[[ Information open ]]

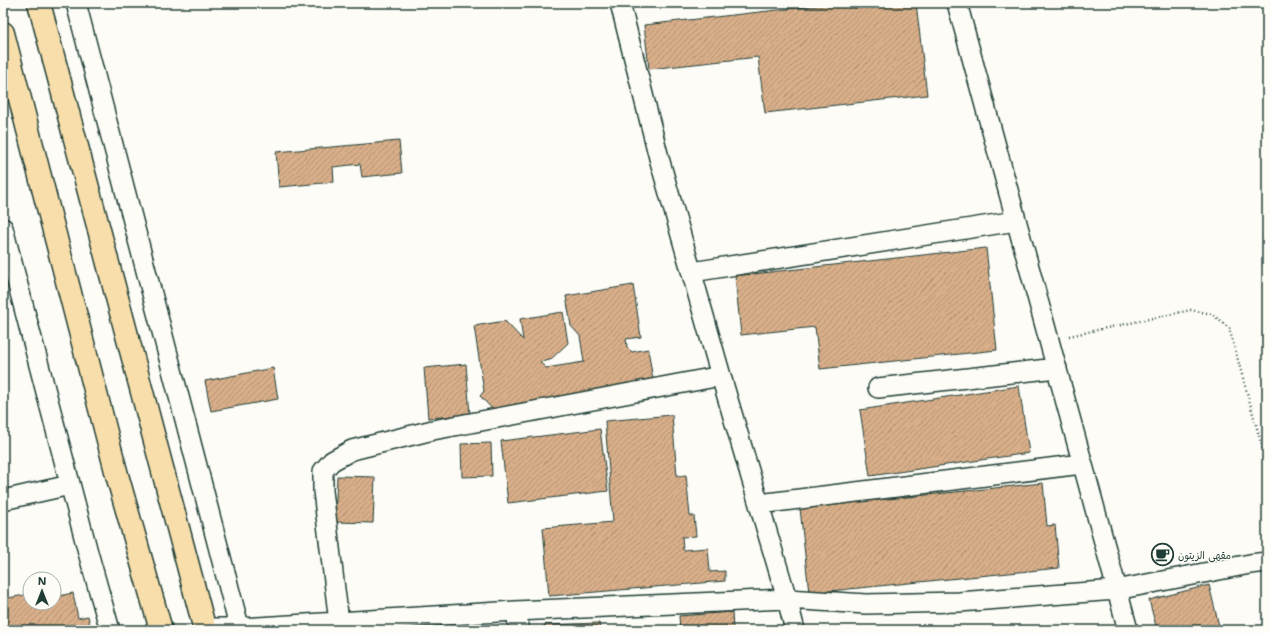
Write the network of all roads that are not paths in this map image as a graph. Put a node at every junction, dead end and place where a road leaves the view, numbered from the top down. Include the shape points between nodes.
1 (39, 3) edge
2 (76, 3) edge
3 (620, 3) edge
4 (957, 3) edge
5 (3, 33) edge
6 (1016, 221) junction
7 (3, 228) edge
8 (692, 272) junction
9 (1057, 368) junction
10 (721, 376) junction
11 (878, 388) dead end
12 (1082, 464) junction
13 (70, 485) junction
14 (3, 500) edge
15 (759, 504) junction
16 (1267, 562) edge
17 (1116, 590) junction
18 (787, 599) junction
19 (515, 611) junction
20 (339, 622) junction
21 (204, 629) edge
22 (240, 629) edge
23 (110, 630) edge
24 (160, 630) edge
25 (520, 630) edge
26 (795, 630) edge
27 (1128, 630) edge

1 - 21 highway
2 - 22 street
3 - 8 street via 659,158
4 - 6 street
5 - 24 highway via 117,475
6 - 8 street
6 - 9 street
7 - 13 street
8 - 10 street
9 - 11 street
9 - 12 street
10 - 15 street
10 - 20 street via 432,430 352,450 332,461 323,471 323,491
12 - 15 street
12 - 17 street
13 - 14 street
13 - 23 street
15 - 18 street
16 - 17 street
17 - 18 street via 916,603 866,604
17 - 27 street
18 - 19 street
18 - 26 street
19 - 20 street
19 - 25 street
20 - 22 street
21 - 22 street

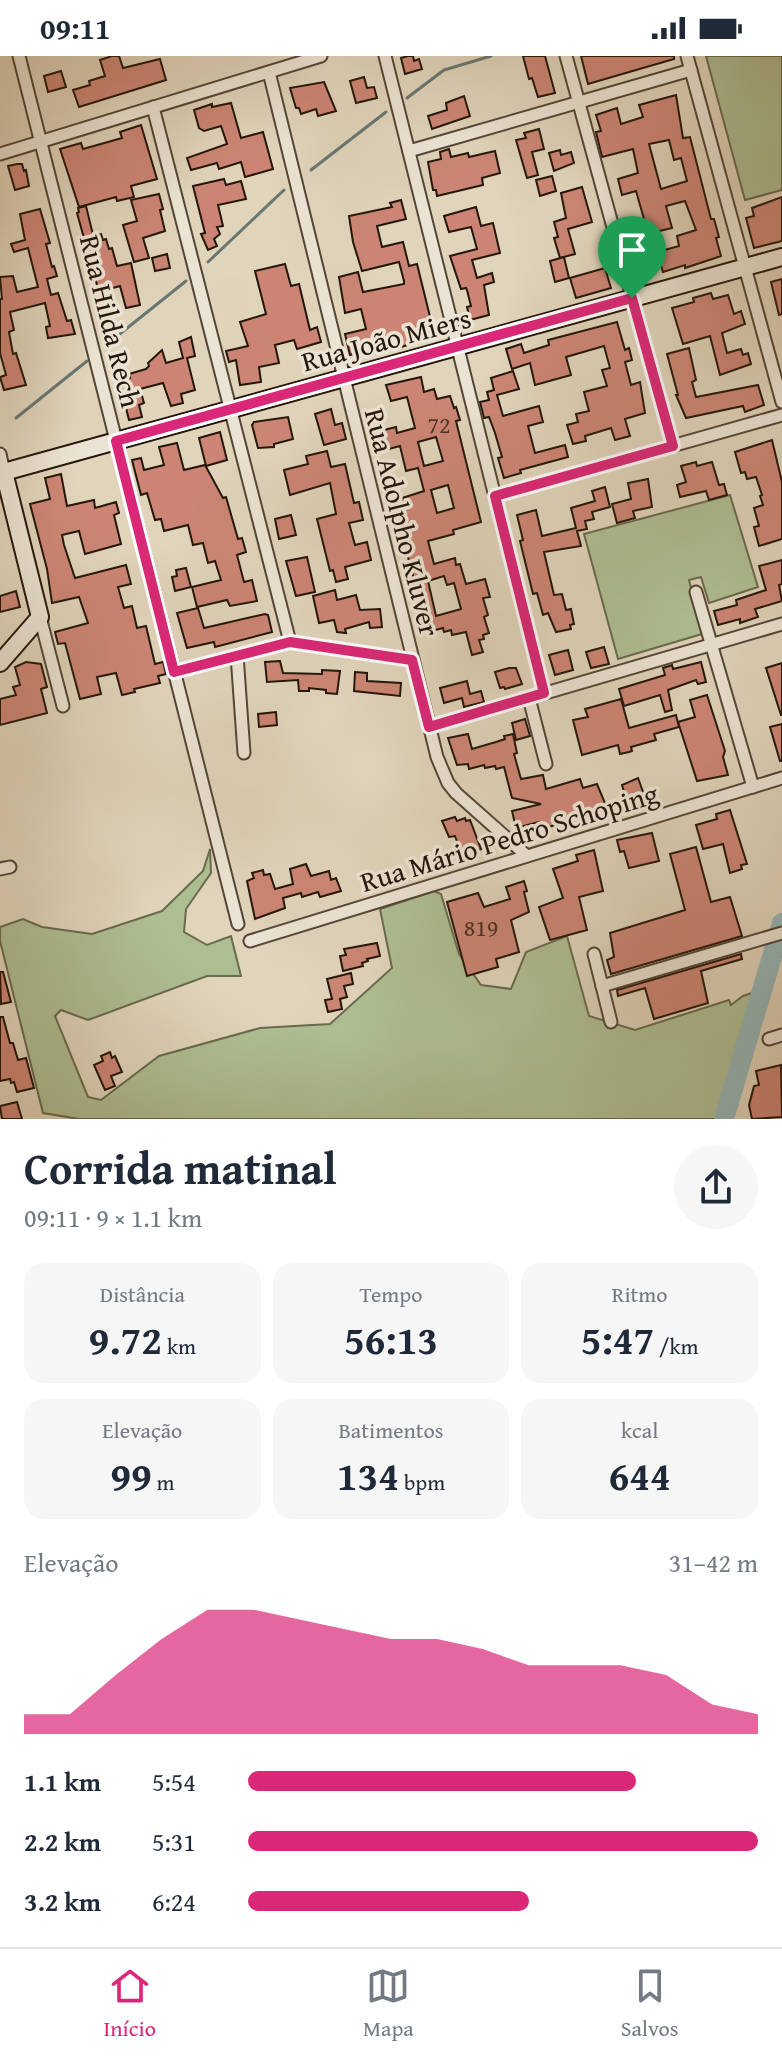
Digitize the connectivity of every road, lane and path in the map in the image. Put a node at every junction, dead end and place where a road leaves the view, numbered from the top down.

[[ Information closed ]]

- _Required action_
Please copy the records above word for word, leaving out every picture.

- _Written solution_
Write the network of all roads that are not paths in this map image as a graph. Put a node at every junction, dead end and place where a road leaves the view, numbered from the top down. Include the shape points between nodes.
1 (39, 3) edge
2 (76, 3) edge
3 (620, 3) edge
4 (957, 3) edge
5 (3, 33) edge
6 (1016, 221) junction
7 (3, 228) edge
8 (692, 272) junction
9 (1057, 368) junction
10 (721, 376) junction
11 (878, 388) dead end
12 (1082, 464) junction
13 (70, 485) junction
14 (3, 500) edge
15 (759, 504) junction
16 (1267, 562) edge
17 (1116, 590) junction
18 (787, 599) junction
19 (515, 611) junction
20 (339, 622) junction
21 (204, 629) edge
22 (240, 629) edge
23 (110, 630) edge
24 (160, 630) edge
25 (520, 630) edge
26 (795, 630) edge
27 (1128, 630) edge

1 - 21 highway
2 - 22 street
3 - 8 street via 659,158
4 - 6 street
5 - 24 highway via 117,475
6 - 8 street
6 - 9 street
7 - 13 street
8 - 10 street
9 - 11 street
9 - 12 street
10 - 15 street
10 - 20 street via 432,430 352,450 332,461 323,471 323,491
12 - 15 street
12 - 17 street
13 - 14 street
13 - 23 street
15 - 18 street
16 - 17 street
17 - 18 street via 916,603 866,604
17 - 27 street
18 - 19 street
18 - 26 street
19 - 20 street
19 - 25 street
20 - 22 street
21 - 22 street

Digitize the connectivity of every road, lane and path in the map in the image. Put a node at every junction, dead end and place where a road leaves the view, numbered from the top down.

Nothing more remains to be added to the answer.